- **What to work on**
Your answer should be one number: the count of lines below that contain "Monterrey".

- **Dataset entries**

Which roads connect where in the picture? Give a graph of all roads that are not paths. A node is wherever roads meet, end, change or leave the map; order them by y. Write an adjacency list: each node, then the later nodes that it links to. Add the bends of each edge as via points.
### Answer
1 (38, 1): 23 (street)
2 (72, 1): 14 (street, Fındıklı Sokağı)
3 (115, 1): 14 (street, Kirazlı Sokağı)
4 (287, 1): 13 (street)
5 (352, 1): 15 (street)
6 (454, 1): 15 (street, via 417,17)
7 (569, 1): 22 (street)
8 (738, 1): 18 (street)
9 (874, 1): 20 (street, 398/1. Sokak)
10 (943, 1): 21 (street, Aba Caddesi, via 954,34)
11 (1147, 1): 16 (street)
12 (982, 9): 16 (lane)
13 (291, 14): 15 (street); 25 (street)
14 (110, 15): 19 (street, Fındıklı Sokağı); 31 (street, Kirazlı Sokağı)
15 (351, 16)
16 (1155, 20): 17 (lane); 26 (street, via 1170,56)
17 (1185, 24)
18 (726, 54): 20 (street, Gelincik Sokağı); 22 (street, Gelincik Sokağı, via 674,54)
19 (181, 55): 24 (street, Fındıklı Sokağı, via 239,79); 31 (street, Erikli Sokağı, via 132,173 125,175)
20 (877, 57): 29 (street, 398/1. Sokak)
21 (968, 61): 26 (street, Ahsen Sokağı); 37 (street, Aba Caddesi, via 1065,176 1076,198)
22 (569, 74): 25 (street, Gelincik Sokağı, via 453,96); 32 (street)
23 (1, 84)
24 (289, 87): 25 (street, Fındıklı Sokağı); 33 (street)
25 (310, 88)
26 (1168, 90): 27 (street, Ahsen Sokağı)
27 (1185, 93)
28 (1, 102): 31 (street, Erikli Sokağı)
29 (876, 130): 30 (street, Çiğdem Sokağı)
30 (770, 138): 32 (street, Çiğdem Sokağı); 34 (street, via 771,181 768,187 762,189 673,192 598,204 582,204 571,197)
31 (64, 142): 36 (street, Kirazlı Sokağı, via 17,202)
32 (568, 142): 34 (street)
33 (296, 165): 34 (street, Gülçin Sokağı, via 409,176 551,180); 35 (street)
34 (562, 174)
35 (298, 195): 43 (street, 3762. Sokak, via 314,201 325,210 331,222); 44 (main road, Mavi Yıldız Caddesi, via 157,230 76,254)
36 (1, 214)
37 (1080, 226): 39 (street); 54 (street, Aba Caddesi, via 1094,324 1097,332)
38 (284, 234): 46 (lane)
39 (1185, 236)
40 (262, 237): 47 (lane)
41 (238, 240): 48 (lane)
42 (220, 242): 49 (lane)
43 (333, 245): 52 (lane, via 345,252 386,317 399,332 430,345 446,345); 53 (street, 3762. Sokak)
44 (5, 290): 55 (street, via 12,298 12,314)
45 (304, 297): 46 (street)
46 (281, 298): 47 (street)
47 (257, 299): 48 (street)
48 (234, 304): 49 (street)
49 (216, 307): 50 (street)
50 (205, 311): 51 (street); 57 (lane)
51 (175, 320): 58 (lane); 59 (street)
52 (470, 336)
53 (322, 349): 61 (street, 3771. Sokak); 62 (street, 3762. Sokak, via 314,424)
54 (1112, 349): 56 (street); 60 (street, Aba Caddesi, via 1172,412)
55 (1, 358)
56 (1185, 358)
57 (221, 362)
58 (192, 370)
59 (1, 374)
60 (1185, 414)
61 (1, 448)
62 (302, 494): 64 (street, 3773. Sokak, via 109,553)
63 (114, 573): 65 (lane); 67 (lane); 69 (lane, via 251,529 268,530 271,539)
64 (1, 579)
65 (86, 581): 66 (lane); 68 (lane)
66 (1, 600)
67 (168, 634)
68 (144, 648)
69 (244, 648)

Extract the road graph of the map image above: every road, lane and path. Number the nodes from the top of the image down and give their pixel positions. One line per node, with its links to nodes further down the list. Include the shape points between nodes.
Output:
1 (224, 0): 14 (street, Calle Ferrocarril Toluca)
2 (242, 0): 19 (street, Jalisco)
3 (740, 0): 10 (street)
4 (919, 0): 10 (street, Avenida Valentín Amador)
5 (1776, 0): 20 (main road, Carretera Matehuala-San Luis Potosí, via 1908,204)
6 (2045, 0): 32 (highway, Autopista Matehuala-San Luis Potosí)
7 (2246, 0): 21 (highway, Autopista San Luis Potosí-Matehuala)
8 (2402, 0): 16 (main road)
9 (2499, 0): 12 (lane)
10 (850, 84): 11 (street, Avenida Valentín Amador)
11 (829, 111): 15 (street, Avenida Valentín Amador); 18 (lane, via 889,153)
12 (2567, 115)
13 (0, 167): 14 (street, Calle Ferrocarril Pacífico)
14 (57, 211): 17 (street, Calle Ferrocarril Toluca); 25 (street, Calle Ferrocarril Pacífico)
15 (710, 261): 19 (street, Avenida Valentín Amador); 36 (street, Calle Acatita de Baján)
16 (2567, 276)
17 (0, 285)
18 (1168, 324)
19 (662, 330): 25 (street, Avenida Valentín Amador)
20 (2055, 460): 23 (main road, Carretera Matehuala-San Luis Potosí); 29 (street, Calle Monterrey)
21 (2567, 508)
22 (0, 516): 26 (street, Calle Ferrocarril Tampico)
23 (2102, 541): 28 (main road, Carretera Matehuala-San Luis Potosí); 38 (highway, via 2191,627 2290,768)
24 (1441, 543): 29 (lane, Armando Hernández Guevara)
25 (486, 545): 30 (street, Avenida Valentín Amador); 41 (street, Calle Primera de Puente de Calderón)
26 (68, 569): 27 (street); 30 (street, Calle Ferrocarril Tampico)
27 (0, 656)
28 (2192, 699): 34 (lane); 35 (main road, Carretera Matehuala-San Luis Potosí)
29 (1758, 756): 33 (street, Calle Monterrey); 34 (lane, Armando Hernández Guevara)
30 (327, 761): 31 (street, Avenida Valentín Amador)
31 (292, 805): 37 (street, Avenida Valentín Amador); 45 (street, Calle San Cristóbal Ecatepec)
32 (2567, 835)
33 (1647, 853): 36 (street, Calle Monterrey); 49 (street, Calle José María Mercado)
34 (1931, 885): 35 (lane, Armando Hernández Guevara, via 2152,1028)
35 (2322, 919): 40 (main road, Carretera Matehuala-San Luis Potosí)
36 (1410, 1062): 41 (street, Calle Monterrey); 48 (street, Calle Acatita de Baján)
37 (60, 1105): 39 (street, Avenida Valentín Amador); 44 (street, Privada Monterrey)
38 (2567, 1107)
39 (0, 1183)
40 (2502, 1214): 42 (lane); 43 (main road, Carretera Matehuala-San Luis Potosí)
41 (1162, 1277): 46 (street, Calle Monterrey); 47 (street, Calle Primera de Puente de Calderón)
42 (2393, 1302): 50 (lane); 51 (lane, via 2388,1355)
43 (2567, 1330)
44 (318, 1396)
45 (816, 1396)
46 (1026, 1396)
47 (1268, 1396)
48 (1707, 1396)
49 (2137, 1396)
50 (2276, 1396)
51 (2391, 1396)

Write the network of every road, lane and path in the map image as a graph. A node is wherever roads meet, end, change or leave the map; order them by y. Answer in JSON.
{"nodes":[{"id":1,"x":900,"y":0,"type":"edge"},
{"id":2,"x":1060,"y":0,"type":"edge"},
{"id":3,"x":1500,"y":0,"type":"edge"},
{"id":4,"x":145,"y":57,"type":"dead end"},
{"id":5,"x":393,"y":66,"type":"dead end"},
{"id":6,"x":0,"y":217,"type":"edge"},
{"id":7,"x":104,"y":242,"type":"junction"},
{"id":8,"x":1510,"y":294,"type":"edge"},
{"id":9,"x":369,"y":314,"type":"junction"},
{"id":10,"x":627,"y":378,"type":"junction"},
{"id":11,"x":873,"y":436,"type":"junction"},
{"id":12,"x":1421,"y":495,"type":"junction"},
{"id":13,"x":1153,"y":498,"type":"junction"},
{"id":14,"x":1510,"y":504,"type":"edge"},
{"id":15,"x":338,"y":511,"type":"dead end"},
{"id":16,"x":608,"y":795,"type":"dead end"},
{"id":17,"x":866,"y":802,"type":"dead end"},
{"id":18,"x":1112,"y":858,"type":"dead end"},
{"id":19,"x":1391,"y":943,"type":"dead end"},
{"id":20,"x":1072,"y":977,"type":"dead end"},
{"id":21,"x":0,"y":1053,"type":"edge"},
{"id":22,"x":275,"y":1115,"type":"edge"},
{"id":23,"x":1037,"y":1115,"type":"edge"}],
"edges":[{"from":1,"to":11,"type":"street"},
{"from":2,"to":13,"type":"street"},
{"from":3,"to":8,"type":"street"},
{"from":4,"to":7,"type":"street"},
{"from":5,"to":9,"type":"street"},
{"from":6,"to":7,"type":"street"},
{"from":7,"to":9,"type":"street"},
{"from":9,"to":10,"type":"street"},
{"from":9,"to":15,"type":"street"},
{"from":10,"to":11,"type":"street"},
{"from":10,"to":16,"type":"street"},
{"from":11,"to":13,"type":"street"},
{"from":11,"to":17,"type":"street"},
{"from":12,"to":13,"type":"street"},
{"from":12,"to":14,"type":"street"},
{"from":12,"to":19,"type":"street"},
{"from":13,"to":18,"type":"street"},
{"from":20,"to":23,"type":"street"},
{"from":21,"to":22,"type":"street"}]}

- **Result for this task**
6